Elang yang awalnya menaruh seluruh atensinya untuk menatap laki-laki di depannya, saat mendengar rentetan kalimat akhir yang Arki ucapkan, ia mendadak terperangah. Otaknya sulit bekerja untuk menangkap maksud kalimat Arki. Belum lagi otaknya harus dipaksa untuk menerima pertanyaan bertubi mengenai mengapa Arki sangat indah? Mengapa Arki begitu cantik saat ini?. Demi Tuhan, yang satu ini amat berat.
“Gimana, Ki?”
“Mau. Since you asked me ... waktu itu. Inget ngga?”
“Ain't no way. Lu bercanda, Ki?”
Arki mengedikkan bahunya, “Ya ... kalo mau dianggap demikian gapapa, kok.”

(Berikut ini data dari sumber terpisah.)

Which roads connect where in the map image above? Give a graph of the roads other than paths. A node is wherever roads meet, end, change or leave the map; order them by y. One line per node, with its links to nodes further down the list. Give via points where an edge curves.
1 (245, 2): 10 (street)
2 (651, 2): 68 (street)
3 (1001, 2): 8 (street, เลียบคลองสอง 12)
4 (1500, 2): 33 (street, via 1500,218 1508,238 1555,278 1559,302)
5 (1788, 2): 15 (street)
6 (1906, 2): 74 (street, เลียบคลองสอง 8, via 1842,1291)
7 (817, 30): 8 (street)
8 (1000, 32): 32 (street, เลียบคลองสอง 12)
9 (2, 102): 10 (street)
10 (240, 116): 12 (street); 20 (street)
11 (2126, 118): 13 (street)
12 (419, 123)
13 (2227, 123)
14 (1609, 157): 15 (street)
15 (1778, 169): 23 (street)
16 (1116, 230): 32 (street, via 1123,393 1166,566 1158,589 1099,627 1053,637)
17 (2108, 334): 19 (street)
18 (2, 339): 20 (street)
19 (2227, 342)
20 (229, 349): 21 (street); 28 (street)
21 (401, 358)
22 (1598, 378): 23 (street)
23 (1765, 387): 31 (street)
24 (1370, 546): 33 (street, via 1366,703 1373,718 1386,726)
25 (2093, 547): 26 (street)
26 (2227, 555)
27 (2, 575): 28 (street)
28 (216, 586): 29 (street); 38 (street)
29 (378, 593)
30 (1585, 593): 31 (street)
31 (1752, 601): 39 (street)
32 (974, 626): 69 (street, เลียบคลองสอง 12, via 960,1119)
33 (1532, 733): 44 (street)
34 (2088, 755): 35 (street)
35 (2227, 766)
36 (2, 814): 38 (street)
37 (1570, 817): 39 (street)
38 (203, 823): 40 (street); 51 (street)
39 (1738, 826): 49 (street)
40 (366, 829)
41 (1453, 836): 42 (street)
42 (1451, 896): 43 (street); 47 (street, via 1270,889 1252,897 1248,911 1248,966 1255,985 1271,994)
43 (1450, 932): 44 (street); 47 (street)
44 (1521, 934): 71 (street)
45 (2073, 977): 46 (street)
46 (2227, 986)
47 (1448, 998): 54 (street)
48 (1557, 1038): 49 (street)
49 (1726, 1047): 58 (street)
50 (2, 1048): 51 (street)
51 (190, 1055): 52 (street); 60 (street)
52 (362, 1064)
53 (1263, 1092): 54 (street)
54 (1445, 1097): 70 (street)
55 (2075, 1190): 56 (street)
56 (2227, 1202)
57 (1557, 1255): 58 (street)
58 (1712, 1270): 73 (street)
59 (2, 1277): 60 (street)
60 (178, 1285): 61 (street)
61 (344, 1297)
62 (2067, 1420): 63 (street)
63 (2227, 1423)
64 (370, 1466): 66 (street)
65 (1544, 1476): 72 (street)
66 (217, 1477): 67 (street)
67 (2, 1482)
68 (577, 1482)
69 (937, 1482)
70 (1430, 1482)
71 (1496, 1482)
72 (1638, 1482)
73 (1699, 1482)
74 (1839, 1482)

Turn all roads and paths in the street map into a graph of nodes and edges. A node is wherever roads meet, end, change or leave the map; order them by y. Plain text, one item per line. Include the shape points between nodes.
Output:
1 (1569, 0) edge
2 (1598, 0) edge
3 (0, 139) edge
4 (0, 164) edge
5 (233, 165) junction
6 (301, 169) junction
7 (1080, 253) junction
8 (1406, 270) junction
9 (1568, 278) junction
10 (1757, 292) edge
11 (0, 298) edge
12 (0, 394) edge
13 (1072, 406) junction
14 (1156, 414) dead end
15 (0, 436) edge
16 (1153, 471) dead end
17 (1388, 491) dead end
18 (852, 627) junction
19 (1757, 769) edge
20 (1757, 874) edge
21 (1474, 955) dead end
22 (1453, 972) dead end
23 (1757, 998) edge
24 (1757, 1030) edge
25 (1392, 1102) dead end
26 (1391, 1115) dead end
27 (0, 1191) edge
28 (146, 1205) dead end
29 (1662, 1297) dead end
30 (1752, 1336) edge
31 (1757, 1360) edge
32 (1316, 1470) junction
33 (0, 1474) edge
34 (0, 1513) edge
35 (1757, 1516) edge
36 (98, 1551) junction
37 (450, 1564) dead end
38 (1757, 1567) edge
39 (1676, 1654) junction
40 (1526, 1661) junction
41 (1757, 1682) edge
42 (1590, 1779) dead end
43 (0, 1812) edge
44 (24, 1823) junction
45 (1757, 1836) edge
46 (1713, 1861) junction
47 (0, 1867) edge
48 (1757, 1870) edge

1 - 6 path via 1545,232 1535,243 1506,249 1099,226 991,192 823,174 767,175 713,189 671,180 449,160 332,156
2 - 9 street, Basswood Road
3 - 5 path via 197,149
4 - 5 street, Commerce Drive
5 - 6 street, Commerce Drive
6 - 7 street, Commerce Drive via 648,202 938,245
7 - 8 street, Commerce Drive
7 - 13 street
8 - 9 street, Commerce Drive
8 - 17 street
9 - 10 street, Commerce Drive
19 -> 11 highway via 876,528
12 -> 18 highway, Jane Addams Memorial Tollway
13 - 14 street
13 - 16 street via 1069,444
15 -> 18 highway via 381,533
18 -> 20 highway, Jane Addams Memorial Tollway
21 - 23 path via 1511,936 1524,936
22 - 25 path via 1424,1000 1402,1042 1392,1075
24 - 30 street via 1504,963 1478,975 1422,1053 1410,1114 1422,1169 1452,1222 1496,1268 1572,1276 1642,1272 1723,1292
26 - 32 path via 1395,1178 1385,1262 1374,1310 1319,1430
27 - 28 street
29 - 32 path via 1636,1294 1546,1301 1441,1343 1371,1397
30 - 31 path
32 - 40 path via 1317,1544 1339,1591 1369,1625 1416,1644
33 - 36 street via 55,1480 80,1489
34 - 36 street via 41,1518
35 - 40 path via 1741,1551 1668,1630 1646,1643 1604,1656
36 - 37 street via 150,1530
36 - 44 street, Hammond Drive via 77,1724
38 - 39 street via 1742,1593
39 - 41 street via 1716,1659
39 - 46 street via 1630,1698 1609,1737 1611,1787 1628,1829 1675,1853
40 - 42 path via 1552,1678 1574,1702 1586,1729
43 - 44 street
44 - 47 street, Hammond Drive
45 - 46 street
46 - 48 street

Elang tiba-tiba menabrak tubuh Arki dan memeluknya erat. Kepalanya ia gelengkan sekuat mungkin, hingga leher Arki merasa tergelitik oleh rambut Elang. “Ngga, ngga mau bercanda. Gua ... gua juga mau balikan sama lu, Arki. Maaf, Ki. Maaf buat yang sebelumnya, dan makasih! Makasih banyak karena udah kasih gua kesempatan lagi,” kata Elang sambil menahan kepala Arki untuk terus bersandar pada dadanya.
“I love you, Elang.”
Yang namanya disebut pun langsung mencuri kecupan pada dahi Arki, kemudian berkata, “I love you too, I love you even more, Arki. I love you!”
Sesaat kemudian, dengan posisi sama, tiba-tiba tangan kecil menyentuh pinggang Elang.
Oh, itu Kiel yang barusan naik ke atas meja.
Elang tersenyum lebar, wajahnya berseri kala memandangi Arki dan Kiel secara bergantian. Kemudian ia pun menggendong Kiel dengan tangan kanannya, sedangkan tangan kirinya masih melingkar sempurna pada pinggang Arki.
“And of course, I love you too, Kiel!” tuturnya.